> _Your task_: Copy all the lines of the data that include the word "Roosevelt".

> _Record excerpts_:
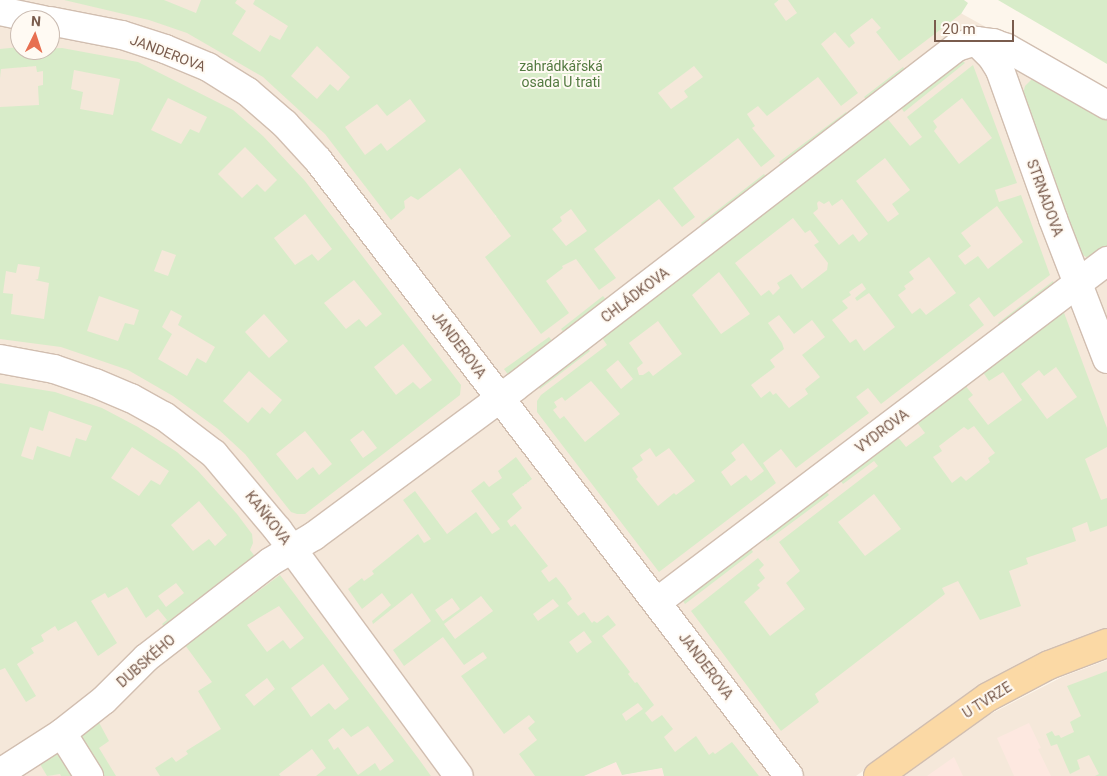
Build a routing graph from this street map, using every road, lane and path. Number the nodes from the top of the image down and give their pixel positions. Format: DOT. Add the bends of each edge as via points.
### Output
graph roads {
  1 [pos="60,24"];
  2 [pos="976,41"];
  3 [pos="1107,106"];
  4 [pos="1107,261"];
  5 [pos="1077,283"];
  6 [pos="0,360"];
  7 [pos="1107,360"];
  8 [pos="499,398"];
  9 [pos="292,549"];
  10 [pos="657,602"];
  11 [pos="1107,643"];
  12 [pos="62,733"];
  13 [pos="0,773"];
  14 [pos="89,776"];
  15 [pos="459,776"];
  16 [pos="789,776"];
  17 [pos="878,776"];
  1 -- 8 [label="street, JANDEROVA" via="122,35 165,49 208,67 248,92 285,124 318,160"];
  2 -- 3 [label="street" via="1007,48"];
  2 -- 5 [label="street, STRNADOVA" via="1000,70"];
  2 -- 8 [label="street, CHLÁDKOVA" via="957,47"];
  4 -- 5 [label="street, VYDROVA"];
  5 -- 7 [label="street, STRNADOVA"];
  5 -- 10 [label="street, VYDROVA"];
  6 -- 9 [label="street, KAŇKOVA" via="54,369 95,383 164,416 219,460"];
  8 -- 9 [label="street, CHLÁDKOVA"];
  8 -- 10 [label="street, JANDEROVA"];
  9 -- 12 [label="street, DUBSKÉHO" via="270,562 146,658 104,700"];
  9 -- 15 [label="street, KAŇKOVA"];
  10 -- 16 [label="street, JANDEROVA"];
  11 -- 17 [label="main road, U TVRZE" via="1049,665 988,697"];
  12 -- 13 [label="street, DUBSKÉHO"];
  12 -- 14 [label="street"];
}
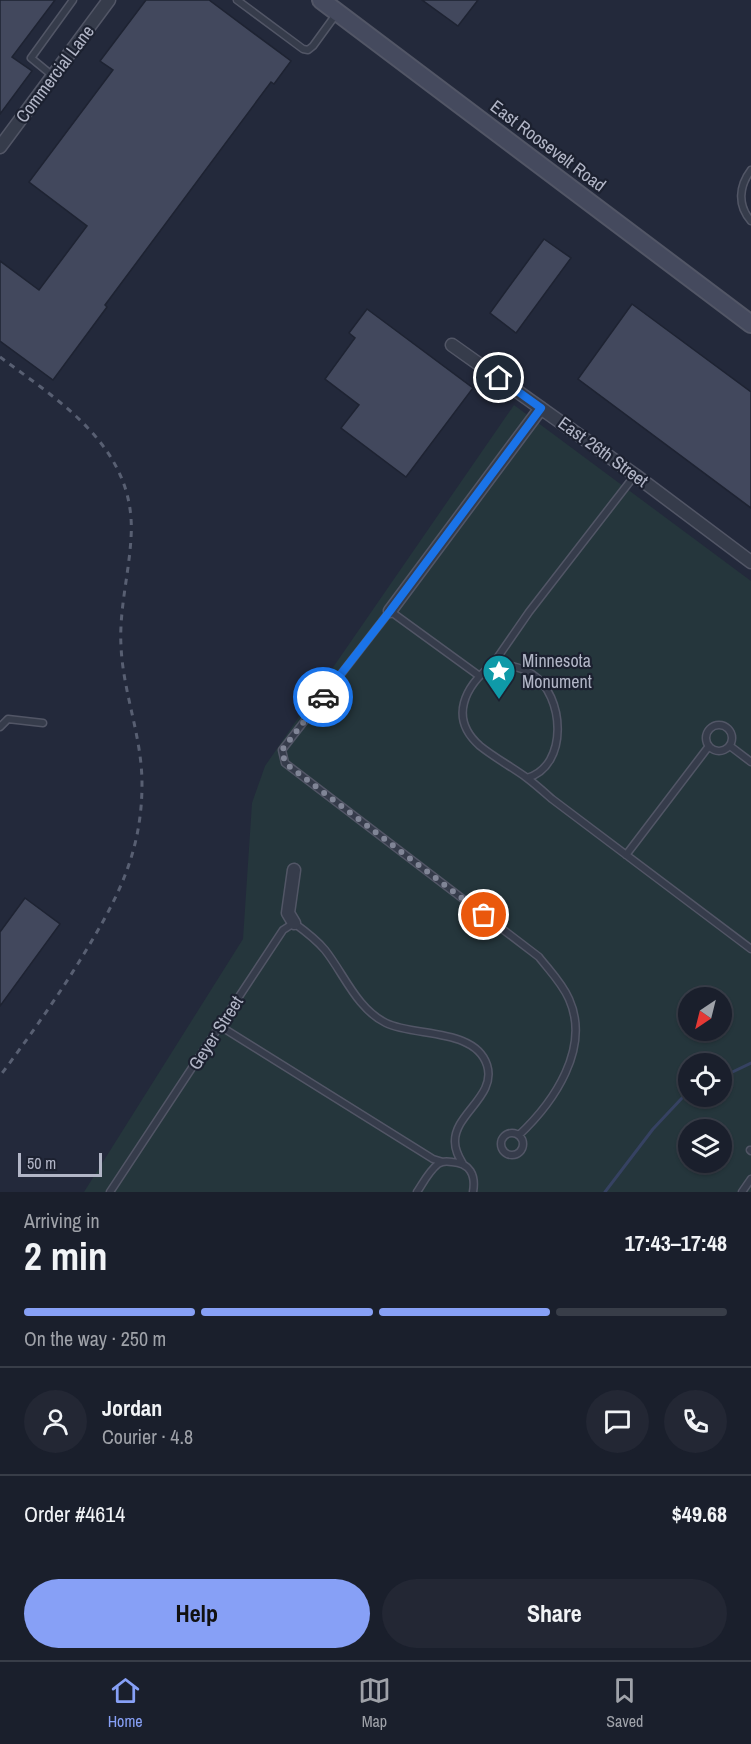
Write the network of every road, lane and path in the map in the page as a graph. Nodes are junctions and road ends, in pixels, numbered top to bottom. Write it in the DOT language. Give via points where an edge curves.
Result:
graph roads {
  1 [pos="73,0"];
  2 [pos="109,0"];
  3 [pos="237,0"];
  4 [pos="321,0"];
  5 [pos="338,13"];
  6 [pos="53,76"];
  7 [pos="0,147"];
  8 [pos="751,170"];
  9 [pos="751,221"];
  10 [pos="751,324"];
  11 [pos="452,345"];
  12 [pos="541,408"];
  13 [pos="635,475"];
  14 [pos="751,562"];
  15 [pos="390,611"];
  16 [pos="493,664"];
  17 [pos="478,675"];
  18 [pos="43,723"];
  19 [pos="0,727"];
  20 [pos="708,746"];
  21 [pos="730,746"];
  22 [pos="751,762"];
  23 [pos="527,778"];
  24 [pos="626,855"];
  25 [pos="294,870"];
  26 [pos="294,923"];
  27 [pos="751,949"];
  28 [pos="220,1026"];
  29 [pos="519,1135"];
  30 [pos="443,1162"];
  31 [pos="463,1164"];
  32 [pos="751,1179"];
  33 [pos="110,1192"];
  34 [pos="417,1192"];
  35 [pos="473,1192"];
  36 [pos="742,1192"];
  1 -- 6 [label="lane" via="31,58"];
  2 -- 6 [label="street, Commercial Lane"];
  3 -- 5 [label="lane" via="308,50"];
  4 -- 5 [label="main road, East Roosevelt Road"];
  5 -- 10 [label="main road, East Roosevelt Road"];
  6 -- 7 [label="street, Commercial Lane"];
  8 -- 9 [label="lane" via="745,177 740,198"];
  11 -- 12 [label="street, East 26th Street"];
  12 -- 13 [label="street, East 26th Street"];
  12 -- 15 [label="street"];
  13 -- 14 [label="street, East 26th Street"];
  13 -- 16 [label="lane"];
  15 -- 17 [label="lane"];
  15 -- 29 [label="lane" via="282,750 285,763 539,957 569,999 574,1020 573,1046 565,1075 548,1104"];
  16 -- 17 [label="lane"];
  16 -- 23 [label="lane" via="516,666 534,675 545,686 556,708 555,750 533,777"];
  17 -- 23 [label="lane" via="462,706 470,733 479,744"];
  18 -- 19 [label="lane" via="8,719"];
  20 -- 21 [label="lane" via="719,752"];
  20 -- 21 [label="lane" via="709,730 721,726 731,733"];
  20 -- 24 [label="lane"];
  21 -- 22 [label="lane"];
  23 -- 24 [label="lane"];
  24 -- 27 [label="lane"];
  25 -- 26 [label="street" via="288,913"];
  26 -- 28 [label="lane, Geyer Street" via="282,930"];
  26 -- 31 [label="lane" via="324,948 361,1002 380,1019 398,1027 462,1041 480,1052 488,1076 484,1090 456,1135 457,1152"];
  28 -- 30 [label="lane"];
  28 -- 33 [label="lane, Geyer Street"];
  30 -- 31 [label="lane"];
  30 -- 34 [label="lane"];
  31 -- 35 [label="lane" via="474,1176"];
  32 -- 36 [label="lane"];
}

> _Solved exercise_:
  4 -- 5 [label="main road, East Roosevelt Road"];
  5 -- 10 [label="main road, East Roosevelt Road"];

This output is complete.